Wang, H.E., and Yealy, D.M. (2006, April). "How many attempts are required to accomplish out-of-hospital endotracheal intubation?" Academic Emergency Medicine 13(4), pp. 372-377.
Out-of-hospital rescuers often require three or more attempts to accomplish ETI. Multiple attempts are associated with complications such as airway trauma, abnormally slow heart rate (<60 beats per minute), low blood oxygen levels (hypoxemia), and cardiac arrest. Yet a protocol limit of three ETI attempts for out-of-hospital rescuers offers a reasonable opportunity to accomplish ETI,
while minimizing the hazards of more attempts, concludes this study.
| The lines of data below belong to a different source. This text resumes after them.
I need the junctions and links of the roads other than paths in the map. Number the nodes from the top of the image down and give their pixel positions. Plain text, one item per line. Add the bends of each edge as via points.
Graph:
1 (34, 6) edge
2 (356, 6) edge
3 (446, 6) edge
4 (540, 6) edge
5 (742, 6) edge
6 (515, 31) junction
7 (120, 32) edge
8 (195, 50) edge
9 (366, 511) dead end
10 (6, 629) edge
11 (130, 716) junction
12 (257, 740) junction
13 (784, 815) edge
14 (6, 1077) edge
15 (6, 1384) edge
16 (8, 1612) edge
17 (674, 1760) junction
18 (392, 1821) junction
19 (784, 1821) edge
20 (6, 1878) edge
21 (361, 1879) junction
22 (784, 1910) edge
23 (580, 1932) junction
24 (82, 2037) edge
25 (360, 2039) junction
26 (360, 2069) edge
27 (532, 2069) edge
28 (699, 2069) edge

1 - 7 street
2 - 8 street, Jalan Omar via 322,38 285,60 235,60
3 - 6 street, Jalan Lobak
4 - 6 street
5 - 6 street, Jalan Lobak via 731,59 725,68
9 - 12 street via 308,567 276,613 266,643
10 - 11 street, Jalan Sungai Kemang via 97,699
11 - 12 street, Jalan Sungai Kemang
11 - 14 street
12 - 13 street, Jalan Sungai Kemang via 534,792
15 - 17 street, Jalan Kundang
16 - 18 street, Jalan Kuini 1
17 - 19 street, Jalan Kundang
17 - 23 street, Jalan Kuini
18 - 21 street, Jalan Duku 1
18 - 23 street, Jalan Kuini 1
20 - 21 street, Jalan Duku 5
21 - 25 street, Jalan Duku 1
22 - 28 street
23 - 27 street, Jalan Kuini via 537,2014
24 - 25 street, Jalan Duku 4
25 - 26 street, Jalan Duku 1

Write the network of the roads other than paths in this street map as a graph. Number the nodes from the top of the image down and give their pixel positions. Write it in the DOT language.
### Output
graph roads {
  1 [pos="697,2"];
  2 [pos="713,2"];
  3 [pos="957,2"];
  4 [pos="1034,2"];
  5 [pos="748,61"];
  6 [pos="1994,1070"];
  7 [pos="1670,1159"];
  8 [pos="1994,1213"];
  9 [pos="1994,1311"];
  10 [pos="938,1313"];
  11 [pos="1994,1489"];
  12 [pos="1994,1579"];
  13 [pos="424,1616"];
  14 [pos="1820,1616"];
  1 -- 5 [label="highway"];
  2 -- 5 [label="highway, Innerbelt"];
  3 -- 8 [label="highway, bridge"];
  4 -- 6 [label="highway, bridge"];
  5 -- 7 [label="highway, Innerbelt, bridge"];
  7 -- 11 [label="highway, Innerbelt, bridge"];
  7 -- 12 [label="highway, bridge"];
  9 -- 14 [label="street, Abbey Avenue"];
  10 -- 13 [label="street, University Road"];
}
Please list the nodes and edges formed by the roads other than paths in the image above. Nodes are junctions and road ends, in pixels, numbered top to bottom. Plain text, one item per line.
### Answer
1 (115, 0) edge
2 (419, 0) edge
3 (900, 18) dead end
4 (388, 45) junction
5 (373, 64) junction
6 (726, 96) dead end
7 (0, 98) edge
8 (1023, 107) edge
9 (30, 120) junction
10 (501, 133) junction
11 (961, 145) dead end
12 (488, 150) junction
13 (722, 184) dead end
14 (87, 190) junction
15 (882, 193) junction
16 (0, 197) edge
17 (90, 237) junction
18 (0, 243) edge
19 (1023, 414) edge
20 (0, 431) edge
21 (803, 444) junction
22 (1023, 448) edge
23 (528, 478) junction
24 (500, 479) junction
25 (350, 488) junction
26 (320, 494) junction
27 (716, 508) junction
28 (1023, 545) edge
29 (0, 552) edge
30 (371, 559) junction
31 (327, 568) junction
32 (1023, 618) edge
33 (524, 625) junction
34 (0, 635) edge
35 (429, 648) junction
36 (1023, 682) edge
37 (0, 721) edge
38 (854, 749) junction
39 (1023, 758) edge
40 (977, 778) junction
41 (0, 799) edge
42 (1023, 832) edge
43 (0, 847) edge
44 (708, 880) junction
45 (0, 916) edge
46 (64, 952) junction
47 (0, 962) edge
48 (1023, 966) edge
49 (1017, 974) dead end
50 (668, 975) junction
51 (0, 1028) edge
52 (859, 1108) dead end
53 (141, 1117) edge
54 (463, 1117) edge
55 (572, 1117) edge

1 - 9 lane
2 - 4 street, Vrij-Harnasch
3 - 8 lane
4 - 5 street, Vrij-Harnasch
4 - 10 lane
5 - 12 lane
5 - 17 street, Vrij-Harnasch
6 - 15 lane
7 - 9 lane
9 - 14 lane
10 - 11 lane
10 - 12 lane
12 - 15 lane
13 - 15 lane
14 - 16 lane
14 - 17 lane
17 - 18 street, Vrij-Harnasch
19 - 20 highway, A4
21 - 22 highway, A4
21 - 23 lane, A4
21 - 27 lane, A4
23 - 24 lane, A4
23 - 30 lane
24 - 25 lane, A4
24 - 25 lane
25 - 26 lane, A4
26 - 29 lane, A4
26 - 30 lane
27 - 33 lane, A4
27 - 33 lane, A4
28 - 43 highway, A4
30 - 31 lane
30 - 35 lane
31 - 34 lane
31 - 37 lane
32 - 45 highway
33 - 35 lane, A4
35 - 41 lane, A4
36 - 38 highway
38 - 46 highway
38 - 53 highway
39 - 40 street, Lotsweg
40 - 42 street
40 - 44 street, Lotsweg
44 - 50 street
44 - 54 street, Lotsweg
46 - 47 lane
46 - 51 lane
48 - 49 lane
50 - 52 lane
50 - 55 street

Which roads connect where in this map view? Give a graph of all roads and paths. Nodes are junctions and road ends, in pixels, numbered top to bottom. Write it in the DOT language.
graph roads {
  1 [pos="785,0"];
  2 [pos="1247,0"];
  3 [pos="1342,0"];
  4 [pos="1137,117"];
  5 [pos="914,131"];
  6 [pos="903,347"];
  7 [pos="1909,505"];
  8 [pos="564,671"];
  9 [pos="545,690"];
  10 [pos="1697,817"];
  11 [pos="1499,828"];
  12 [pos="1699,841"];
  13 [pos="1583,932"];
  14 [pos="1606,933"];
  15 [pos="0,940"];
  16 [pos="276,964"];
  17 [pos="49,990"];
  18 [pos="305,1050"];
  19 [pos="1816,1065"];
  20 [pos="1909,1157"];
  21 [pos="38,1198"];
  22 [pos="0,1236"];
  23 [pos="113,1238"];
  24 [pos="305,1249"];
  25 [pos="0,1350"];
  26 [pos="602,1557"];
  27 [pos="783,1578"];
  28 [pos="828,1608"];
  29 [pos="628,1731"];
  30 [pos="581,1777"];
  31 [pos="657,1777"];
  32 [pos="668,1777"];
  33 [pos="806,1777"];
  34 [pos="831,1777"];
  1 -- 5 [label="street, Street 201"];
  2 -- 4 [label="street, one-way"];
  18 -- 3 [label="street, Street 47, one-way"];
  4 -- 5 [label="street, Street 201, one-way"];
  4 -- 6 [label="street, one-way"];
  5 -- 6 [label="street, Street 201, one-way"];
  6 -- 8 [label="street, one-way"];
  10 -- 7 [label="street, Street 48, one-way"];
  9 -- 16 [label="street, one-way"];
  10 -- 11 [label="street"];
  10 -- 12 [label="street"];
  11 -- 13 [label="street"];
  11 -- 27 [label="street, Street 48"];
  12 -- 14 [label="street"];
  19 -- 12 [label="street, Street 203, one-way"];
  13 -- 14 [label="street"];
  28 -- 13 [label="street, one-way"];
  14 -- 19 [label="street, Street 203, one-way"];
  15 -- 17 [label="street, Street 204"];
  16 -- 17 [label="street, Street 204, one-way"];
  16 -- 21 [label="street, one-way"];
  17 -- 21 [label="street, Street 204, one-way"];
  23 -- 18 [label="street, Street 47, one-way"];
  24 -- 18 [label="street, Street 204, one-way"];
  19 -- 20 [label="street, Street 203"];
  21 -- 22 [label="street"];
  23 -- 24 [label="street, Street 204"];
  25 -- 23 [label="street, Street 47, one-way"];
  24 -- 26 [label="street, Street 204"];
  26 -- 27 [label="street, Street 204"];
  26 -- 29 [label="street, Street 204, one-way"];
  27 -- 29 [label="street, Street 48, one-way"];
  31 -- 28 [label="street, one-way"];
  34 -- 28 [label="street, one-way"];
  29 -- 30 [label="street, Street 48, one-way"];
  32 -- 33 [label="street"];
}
Researchers found that for all ETIs performed on 1,941 patients, more than 30 percent of patients underwent 2 or more ETI attempts, and some patients underwent as many as 6 ETI attempts. However, cumulative ETI success rates in all groups did not approach overall success rates until at least the third ETI attempt. Cumulative ETI success among different clinical groups for the first three attempts ranged from 44 percent to nearly 70 percent. This trend is most worrisome in patients with non-arrest rapid-sequence intubation, in which first-pass ETI success is a priority due to the absence of spontaneous airway reflexes, note the researchers.
In their study, ETI was performed by a range of emergency medical services (EMS) agencies in different practice settings and clinical scenarios. Their findings were based on analysis of prospective, multicenter data from 42 EMS agencies over an 18 month period. Out-of-hospital rescuers (paramedics, nurses, and physicians) completed structured data forms describing clinical methods, course, and outcomes. An ETI attempt was defined as an insertion of the laryngoscope blade into the trachea, not the effort to pass the endotracheal tube.
Wang, H.E., and Yealy, D.M. (2006, June). "Out-of-hospital endotracheal intubation: Where are we?" Annals of Emergency Medicine 47(6), pp. 532-541.
Despite its prominent use in paramedic care and benefit to some patients, out-of-hospital ETI has not improved survival or reduced morbidity from critical illness or injury when studied more broadly. A review of studies on this topic has identified equivocal or unfavorable clinical effects of out-of-hospital ETI on patient outcome, as well as adverse events and errors. For instance, one study of 1,953 ETIs found tube misplacement in 3.1 percent of intubations, 4 or more ETI attempts in 3.2 percent of intubations, and failed ETI efforts in 18.5 percent of intubations.
Studies have also revealed that ETIs may affect other aspects of care. For example, after successful out-of-hospital ETI, rescuers commonly perform ventilation manually using only tactile feedback. Consequently, out-of-hospital ETI may result in unintended hyperventilation, which may be deleterious in certain conditions. Out-of-hospital ETI may also affect the execution of other important resuscitation interventions such as chest compressions, electrical therapy, intravenous access, or the administration of drugs.
Finally, several studies have underscored the challenges of providing and maintaining procedural skill in out-of-hospital ETI. Paramedics often receive relatively limited training and clinical experience. Overall, the studies reviewed highlight the limited understanding of out-of-hospital ETI and the need for new strategies to improve airway support in the out-of-hospital setting.